There’s a new work in the pipeline this week! It’s based around the book we spoke about last week, House of Leaves. The basic plot of the book is that a character is in search of a new apartment and in the new apartment finds an academic study of a documentary film called The Navidson Record but can’t find any other evidence of the film existing. Just to recap, within the fictional world of the book there is a report about a documentary – several layers of fiction. The only way we (the reader) are able to access the book is through the narrators interpretation of the report – we’re not even presented with the actual document, only through the lens of the book and its characters. The work which has been inspired by this is making a DVD menu for the documentary spoken about in the book, The Navidson Record. For those of you born in the 21st century, a DVD menu is the bit when you put the DVD into the TV and you have a few options such as scene selection, play movie or special features. DVD menus strike us as interesting because they’re kind of like a blurb for a book or a lobby area of office building. They’re not as informative as a trailer because you’ve already bought the DVD so they don’t need to sell it to you anymore. This goes along with the idea that the film is inaccessible other than through the narrators’ interpretation, just as here it’s only accessible through the imagery we’ve chosen for the menu. In addition to this, the imagery for the film will all be taken from YouTube clips of people attempting to make trailers for The Navidson Record, creating another layer of interpretation. 

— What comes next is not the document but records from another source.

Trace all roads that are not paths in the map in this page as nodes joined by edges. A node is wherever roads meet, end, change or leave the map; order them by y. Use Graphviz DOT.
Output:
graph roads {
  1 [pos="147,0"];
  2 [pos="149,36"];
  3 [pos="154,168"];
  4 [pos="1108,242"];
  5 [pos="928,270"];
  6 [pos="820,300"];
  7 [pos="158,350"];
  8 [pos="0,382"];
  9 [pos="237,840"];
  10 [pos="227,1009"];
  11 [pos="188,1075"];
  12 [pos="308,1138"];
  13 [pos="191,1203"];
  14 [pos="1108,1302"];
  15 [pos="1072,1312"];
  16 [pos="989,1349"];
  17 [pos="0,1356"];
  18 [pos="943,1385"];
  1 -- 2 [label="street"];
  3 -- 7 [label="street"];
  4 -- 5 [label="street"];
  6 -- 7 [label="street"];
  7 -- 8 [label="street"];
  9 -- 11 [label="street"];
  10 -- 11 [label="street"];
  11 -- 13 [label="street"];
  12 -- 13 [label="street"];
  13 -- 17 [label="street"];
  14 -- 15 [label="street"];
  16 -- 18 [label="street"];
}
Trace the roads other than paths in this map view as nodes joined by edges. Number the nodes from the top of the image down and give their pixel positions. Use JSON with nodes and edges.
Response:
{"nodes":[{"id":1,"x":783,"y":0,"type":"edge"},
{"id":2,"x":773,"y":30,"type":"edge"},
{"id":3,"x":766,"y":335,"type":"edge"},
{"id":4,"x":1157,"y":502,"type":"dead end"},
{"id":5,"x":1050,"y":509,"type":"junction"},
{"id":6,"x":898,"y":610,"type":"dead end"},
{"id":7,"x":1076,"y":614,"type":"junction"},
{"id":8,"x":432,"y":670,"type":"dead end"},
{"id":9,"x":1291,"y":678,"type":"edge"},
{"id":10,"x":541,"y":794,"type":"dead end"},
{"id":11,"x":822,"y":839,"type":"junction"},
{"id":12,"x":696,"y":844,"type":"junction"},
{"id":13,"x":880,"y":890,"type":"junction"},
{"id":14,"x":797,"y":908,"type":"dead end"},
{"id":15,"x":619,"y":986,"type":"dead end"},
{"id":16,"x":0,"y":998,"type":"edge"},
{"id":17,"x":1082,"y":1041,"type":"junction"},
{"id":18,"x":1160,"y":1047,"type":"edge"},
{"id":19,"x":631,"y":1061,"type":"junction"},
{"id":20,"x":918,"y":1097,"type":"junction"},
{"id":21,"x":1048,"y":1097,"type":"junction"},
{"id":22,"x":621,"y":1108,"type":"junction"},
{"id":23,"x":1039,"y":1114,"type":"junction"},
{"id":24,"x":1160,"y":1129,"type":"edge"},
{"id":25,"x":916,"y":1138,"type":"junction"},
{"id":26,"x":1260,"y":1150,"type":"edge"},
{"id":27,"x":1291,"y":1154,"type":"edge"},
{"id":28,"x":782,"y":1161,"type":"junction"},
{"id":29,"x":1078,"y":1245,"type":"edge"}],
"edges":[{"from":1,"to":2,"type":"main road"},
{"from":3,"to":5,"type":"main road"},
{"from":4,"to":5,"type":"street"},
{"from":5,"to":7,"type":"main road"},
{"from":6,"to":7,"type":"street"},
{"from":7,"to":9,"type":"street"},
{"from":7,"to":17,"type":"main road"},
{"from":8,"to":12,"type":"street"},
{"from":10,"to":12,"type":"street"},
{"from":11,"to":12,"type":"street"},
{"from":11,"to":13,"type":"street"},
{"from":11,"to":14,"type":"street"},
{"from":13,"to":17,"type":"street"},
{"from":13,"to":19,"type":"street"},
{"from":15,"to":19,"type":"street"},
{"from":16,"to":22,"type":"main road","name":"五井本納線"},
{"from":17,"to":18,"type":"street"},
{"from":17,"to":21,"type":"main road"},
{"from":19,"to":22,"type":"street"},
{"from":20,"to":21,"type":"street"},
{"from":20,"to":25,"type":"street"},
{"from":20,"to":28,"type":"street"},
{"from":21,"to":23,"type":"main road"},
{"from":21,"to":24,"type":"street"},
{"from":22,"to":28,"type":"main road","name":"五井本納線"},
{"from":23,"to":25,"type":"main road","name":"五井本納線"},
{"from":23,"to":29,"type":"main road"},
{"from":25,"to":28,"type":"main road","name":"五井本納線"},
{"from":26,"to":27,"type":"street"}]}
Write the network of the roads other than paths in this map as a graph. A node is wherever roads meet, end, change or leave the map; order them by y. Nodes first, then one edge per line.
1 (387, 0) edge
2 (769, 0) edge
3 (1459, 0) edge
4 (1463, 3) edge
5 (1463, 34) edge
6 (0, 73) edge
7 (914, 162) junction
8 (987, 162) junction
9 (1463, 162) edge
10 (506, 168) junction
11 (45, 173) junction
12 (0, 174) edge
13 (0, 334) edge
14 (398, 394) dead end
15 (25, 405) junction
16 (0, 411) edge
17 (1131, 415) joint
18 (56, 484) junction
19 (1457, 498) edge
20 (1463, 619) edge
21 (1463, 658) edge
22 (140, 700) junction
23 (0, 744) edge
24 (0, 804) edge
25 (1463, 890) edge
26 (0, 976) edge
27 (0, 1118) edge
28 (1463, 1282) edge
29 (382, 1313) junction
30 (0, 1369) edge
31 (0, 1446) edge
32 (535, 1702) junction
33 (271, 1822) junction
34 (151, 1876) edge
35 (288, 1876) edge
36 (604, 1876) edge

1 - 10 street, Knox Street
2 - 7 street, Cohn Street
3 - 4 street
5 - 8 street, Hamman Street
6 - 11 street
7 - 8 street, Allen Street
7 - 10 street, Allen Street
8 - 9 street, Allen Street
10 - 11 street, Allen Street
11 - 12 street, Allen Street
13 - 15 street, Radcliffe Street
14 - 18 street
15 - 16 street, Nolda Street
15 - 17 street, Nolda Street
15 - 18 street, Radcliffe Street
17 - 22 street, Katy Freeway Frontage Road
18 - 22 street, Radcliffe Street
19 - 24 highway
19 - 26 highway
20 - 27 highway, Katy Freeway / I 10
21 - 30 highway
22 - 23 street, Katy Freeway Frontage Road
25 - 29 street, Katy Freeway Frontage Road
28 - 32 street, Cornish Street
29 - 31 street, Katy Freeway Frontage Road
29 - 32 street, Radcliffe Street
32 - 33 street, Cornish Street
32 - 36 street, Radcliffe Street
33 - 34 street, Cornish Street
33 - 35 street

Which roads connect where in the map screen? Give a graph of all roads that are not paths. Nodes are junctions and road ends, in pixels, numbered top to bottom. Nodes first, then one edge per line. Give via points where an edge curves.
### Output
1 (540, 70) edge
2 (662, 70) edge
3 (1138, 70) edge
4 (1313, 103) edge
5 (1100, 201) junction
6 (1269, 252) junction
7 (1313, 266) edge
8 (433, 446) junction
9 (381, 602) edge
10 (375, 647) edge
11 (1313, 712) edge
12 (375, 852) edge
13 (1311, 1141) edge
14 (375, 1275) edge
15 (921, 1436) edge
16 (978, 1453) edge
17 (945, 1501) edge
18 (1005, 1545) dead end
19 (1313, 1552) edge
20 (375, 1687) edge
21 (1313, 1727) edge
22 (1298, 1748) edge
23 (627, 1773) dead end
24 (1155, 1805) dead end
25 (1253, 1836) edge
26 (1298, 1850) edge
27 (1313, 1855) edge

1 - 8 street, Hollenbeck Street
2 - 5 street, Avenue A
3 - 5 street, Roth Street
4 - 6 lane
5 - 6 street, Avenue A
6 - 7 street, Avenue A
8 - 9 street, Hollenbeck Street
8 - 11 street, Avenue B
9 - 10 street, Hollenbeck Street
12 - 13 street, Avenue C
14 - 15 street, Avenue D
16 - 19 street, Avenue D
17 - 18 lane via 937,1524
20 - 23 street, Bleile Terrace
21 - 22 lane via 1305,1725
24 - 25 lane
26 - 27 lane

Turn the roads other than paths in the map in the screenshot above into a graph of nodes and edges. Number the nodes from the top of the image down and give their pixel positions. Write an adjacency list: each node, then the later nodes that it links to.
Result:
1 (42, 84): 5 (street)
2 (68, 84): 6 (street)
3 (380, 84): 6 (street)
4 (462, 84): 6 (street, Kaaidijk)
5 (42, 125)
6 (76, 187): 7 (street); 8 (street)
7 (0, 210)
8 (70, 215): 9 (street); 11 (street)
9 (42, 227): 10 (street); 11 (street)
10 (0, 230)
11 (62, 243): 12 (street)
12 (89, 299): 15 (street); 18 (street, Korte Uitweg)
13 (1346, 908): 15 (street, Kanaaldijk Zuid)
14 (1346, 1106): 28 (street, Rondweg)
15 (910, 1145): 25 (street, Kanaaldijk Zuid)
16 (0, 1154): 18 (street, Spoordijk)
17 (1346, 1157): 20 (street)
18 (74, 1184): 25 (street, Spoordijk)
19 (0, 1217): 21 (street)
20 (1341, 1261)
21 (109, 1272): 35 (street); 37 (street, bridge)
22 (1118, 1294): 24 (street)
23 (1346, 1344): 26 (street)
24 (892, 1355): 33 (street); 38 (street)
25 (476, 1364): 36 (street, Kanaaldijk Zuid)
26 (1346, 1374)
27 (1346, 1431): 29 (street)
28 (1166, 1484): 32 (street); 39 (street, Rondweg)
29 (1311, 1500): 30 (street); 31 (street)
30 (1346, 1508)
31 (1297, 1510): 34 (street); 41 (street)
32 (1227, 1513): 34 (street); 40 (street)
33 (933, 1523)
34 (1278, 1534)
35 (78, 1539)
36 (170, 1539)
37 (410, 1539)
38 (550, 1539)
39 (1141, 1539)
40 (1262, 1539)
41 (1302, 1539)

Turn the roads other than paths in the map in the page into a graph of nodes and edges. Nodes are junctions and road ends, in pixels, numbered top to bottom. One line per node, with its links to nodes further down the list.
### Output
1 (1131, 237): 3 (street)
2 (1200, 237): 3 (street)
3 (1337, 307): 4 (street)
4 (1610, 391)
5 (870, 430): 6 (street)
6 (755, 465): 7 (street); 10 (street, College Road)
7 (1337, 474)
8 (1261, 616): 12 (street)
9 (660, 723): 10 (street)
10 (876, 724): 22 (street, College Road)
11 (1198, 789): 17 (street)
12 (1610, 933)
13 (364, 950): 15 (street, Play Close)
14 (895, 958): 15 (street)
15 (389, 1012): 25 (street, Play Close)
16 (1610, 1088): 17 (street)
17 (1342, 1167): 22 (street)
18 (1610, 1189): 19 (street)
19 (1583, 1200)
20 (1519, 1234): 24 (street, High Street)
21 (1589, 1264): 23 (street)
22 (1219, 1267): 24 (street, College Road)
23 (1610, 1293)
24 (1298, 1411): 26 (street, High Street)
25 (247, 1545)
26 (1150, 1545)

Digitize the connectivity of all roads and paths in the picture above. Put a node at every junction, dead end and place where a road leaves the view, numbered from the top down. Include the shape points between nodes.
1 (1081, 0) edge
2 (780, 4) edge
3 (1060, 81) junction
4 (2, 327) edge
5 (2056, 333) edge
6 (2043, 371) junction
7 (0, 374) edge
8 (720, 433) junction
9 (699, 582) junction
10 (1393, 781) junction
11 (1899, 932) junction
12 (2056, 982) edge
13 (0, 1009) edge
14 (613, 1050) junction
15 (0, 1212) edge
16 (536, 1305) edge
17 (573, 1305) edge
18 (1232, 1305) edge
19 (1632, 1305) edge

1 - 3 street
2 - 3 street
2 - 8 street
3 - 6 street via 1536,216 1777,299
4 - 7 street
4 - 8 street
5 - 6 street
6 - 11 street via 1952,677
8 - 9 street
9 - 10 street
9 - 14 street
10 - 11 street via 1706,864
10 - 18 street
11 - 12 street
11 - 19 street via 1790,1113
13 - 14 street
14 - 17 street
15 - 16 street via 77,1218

The work will be shown on a TV screen at average eye height and below it will be a rack of DVDs which share the same imagery at the film above. The DVD’s will be able to be taken by the public and on them will every fan-made film we could find on YouTube of a Navidson Record’s trailer, some of which we have used in the menu film itself. They will all retain their own titles meaning that they could be found on YouTube if people wished. This in intended to reference the idea of physical distribution as well as the distribution of ideas and access to content; physical being DVDs are old, inefficient tech, most laptops don’t even have CD drives anymore, and ideas being about how the film from the book is presented to a new audience. DVDs are they’re their own “thing” now, they’re becoming a snap shot of tech and time and could eventually be ironic/nostalgic in the same way records are. 


The font in the book changes throughout; the changes serve as a way for the reader to quickly determine which of its multiple narrators’ work they are currently following. In the book, there are four fonts utilized by the four narrators. These are: Times New Roman (Zampanò), Courier (Johnny), Bookman (The Editors), and Dante (Johnny's mother). Therefore, we’ve chosen to use Times New Roman for the font in the film since Zampanò is the author of The Navidson Record.